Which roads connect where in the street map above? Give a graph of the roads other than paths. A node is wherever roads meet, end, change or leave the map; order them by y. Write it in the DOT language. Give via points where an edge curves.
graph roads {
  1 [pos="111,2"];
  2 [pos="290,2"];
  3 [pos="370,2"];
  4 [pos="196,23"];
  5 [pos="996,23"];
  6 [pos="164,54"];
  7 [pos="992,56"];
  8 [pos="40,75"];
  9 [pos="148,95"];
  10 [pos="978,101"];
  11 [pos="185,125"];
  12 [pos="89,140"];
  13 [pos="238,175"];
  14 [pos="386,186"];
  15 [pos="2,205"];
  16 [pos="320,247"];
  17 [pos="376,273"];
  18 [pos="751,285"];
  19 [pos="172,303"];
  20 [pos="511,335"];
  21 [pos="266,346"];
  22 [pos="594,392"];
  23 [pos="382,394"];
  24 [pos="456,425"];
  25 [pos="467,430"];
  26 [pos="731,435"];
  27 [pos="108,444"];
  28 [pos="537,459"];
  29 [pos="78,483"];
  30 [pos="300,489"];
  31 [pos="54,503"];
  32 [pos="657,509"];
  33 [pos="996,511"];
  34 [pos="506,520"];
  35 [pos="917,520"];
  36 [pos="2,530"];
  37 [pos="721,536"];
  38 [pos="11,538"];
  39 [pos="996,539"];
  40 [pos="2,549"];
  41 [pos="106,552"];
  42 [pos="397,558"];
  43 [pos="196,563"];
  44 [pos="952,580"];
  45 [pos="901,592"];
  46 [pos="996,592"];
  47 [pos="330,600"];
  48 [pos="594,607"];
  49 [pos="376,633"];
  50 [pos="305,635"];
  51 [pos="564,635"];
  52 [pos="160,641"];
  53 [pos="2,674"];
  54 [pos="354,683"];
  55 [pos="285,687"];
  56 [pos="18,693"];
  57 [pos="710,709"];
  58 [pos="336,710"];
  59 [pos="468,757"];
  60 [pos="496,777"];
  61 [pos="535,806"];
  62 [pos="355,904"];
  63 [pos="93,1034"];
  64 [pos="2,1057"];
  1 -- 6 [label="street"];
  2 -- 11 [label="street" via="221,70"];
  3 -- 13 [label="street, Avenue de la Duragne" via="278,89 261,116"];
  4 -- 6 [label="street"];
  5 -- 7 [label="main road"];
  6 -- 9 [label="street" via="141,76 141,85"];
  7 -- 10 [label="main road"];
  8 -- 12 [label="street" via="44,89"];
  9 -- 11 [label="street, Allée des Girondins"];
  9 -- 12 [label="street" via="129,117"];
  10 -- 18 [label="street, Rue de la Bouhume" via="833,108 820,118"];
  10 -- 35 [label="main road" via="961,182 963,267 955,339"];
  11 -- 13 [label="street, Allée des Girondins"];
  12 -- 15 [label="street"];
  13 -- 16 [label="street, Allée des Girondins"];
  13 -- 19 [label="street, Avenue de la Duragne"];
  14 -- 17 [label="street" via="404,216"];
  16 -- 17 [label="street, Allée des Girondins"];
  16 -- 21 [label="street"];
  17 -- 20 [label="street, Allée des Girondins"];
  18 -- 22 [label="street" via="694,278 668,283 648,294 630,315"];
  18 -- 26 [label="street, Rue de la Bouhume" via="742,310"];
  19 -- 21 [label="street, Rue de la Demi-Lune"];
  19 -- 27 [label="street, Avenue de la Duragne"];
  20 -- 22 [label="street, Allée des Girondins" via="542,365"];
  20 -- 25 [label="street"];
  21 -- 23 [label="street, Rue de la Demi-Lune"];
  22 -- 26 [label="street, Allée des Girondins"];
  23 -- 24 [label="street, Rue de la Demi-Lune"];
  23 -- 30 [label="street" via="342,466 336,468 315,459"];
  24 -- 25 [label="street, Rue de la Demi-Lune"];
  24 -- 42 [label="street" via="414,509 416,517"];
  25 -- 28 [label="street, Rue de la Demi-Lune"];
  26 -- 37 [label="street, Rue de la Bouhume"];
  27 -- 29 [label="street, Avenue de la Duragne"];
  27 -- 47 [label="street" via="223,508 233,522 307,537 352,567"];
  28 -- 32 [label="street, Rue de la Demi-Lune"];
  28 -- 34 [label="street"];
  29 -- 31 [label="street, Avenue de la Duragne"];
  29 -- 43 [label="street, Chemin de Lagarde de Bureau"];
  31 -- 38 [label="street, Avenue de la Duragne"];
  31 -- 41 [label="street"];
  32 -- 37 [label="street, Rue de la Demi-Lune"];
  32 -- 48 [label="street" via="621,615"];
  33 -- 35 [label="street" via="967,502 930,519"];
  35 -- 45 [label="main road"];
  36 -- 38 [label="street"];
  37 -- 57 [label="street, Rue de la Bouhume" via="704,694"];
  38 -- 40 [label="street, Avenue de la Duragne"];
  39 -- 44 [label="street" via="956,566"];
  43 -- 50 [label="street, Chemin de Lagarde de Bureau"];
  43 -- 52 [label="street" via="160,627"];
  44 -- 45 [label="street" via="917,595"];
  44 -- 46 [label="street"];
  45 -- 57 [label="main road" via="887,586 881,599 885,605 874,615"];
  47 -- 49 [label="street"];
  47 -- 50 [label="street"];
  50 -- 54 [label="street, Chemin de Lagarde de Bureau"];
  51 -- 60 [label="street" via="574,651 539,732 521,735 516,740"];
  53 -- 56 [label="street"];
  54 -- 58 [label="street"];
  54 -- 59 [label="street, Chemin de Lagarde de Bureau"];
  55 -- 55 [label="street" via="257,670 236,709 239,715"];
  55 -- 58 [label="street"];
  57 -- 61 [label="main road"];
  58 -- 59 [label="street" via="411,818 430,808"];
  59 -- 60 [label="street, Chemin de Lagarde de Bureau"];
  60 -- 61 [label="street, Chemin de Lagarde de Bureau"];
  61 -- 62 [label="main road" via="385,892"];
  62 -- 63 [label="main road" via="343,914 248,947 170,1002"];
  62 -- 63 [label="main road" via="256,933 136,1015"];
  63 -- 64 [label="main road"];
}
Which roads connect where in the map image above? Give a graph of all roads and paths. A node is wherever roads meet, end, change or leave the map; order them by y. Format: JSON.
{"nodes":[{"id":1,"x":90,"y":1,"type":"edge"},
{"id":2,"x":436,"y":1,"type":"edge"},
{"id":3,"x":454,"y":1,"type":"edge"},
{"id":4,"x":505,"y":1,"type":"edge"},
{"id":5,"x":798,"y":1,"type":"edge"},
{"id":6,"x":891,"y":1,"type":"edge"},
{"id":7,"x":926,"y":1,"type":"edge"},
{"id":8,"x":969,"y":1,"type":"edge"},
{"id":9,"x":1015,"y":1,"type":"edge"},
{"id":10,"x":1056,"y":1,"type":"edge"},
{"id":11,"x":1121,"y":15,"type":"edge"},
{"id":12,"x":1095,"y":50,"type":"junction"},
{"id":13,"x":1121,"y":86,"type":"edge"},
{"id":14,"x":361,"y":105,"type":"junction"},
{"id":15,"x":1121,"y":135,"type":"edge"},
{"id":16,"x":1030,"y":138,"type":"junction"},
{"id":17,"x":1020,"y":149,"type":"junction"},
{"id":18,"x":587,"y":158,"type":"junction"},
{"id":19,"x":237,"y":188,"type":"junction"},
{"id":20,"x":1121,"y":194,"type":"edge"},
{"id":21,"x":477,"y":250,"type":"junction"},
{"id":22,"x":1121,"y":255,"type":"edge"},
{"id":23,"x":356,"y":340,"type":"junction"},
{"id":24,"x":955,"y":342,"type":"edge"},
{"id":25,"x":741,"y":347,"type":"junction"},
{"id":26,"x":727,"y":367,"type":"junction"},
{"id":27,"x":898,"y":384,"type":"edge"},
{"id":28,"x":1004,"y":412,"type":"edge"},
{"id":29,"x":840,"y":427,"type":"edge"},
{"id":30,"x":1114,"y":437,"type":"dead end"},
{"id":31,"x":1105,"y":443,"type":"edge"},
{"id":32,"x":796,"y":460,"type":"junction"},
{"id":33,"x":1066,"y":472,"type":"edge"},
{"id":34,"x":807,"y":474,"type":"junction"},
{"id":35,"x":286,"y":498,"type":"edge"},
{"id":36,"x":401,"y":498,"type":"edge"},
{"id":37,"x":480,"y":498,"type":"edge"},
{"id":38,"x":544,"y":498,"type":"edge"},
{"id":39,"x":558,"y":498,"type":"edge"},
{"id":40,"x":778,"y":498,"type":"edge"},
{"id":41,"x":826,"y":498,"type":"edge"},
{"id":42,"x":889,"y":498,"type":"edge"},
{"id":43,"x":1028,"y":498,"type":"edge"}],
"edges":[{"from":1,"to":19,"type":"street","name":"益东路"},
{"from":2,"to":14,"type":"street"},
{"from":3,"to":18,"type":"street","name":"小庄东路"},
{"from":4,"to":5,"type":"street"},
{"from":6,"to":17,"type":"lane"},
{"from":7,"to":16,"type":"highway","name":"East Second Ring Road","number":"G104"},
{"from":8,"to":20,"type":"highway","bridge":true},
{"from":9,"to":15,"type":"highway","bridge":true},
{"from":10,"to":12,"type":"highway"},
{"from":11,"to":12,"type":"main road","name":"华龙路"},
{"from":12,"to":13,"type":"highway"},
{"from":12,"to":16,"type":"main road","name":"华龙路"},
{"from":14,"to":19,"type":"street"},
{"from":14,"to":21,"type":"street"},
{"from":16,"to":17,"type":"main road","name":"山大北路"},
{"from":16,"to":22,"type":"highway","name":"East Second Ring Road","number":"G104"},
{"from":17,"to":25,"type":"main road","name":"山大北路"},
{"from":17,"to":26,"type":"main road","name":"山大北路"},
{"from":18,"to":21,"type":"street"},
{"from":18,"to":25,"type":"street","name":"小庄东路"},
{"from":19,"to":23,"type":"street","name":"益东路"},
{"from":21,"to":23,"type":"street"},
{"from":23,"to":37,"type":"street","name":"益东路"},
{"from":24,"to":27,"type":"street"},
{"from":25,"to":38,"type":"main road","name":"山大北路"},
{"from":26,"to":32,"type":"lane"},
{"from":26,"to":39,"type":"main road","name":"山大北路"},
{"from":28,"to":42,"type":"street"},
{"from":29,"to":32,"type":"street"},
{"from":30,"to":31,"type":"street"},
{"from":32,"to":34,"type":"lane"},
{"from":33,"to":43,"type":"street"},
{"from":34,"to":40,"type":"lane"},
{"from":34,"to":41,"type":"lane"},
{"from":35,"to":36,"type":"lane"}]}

Exercise directions: Go through the records line by line, and copy each line that holds the string "山大北路".

Answer section:
{"from":16,"to":17,"type":"main road","name":"山大北路"},
{"from":17,"to":25,"type":"main road","name":"山大北路"},
{"from":17,"to":26,"type":"main road","name":"山大北路"},
{"from":25,"to":38,"type":"main road","name":"山大北路"},
{"from":26,"to":39,"type":"main road","name":"山大北路"},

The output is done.